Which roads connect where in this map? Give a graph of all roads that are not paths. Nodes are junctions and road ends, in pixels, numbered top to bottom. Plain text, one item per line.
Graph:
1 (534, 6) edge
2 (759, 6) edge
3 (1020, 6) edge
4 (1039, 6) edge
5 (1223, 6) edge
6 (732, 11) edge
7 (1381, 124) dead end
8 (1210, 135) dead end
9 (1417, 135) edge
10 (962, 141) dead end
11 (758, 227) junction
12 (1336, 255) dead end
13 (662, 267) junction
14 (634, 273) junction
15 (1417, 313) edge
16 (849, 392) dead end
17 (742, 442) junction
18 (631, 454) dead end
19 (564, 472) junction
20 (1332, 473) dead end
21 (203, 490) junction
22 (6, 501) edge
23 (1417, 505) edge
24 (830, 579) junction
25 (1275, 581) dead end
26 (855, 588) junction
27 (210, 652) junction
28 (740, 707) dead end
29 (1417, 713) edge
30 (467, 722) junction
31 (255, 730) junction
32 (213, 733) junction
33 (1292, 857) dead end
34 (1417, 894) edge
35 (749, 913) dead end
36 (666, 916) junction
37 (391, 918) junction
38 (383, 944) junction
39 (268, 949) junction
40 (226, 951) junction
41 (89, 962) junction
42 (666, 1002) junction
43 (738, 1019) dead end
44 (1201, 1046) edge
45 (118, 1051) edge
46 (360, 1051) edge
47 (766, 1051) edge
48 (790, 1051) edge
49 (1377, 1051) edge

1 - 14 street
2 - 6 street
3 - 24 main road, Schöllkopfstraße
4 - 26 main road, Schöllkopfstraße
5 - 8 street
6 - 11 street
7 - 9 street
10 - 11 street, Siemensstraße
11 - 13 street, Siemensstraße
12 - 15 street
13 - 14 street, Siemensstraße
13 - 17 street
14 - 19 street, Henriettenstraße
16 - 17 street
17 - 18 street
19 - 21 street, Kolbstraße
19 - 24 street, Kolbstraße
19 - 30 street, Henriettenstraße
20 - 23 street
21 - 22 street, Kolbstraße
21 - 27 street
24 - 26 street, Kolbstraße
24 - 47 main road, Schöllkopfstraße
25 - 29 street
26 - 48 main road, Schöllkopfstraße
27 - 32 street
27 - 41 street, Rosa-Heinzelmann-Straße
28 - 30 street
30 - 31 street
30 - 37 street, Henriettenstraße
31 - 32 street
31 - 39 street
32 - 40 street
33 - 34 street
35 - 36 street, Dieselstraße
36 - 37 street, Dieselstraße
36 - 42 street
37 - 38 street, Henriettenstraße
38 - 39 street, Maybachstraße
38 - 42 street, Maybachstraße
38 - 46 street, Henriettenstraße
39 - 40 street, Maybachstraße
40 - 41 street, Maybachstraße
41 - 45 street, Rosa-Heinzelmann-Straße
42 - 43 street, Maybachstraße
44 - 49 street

• [The task] Could you output every entry above exactly as it stands?

• [Result of the exercise]
Which roads connect where in this map? Give a graph of all roads that are not paths. Nodes are junctions and road ends, in pixels, numbered top to bottom. Plain text, one item per line.
Graph:
1 (534, 6) edge
2 (759, 6) edge
3 (1020, 6) edge
4 (1039, 6) edge
5 (1223, 6) edge
6 (732, 11) edge
7 (1381, 124) dead end
8 (1210, 135) dead end
9 (1417, 135) edge
10 (962, 141) dead end
11 (758, 227) junction
12 (1336, 255) dead end
13 (662, 267) junction
14 (634, 273) junction
15 (1417, 313) edge
16 (849, 392) dead end
17 (742, 442) junction
18 (631, 454) dead end
19 (564, 472) junction
20 (1332, 473) dead end
21 (203, 490) junction
22 (6, 501) edge
23 (1417, 505) edge
24 (830, 579) junction
25 (1275, 581) dead end
26 (855, 588) junction
27 (210, 652) junction
28 (740, 707) dead end
29 (1417, 713) edge
30 (467, 722) junction
31 (255, 730) junction
32 (213, 733) junction
33 (1292, 857) dead end
34 (1417, 894) edge
35 (749, 913) dead end
36 (666, 916) junction
37 (391, 918) junction
38 (383, 944) junction
39 (268, 949) junction
40 (226, 951) junction
41 (89, 962) junction
42 (666, 1002) junction
43 (738, 1019) dead end
44 (1201, 1046) edge
45 (118, 1051) edge
46 (360, 1051) edge
47 (766, 1051) edge
48 (790, 1051) edge
49 (1377, 1051) edge

1 - 14 street
2 - 6 street
3 - 24 main road, Schöllkopfstraße
4 - 26 main road, Schöllkopfstraße
5 - 8 street
6 - 11 street
7 - 9 street
10 - 11 street, Siemensstraße
11 - 13 street, Siemensstraße
12 - 15 street
13 - 14 street, Siemensstraße
13 - 17 street
14 - 19 street, Henriettenstraße
16 - 17 street
17 - 18 street
19 - 21 street, Kolbstraße
19 - 24 street, Kolbstraße
19 - 30 street, Henriettenstraße
20 - 23 street
21 - 22 street, Kolbstraße
21 - 27 street
24 - 26 street, Kolbstraße
24 - 47 main road, Schöllkopfstraße
25 - 29 street
26 - 48 main road, Schöllkopfstraße
27 - 32 street
27 - 41 street, Rosa-Heinzelmann-Straße
28 - 30 street
30 - 31 street
30 - 37 street, Henriettenstraße
31 - 32 street
31 - 39 street
32 - 40 street
33 - 34 street
35 - 36 street, Dieselstraße
36 - 37 street, Dieselstraße
36 - 42 street
37 - 38 street, Henriettenstraße
38 - 39 street, Maybachstraße
38 - 42 street, Maybachstraße
38 - 46 street, Henriettenstraße
39 - 40 street, Maybachstraße
40 - 41 street, Maybachstraße
41 - 45 street, Rosa-Heinzelmann-Straße
42 - 43 street, Maybachstraße
44 - 49 street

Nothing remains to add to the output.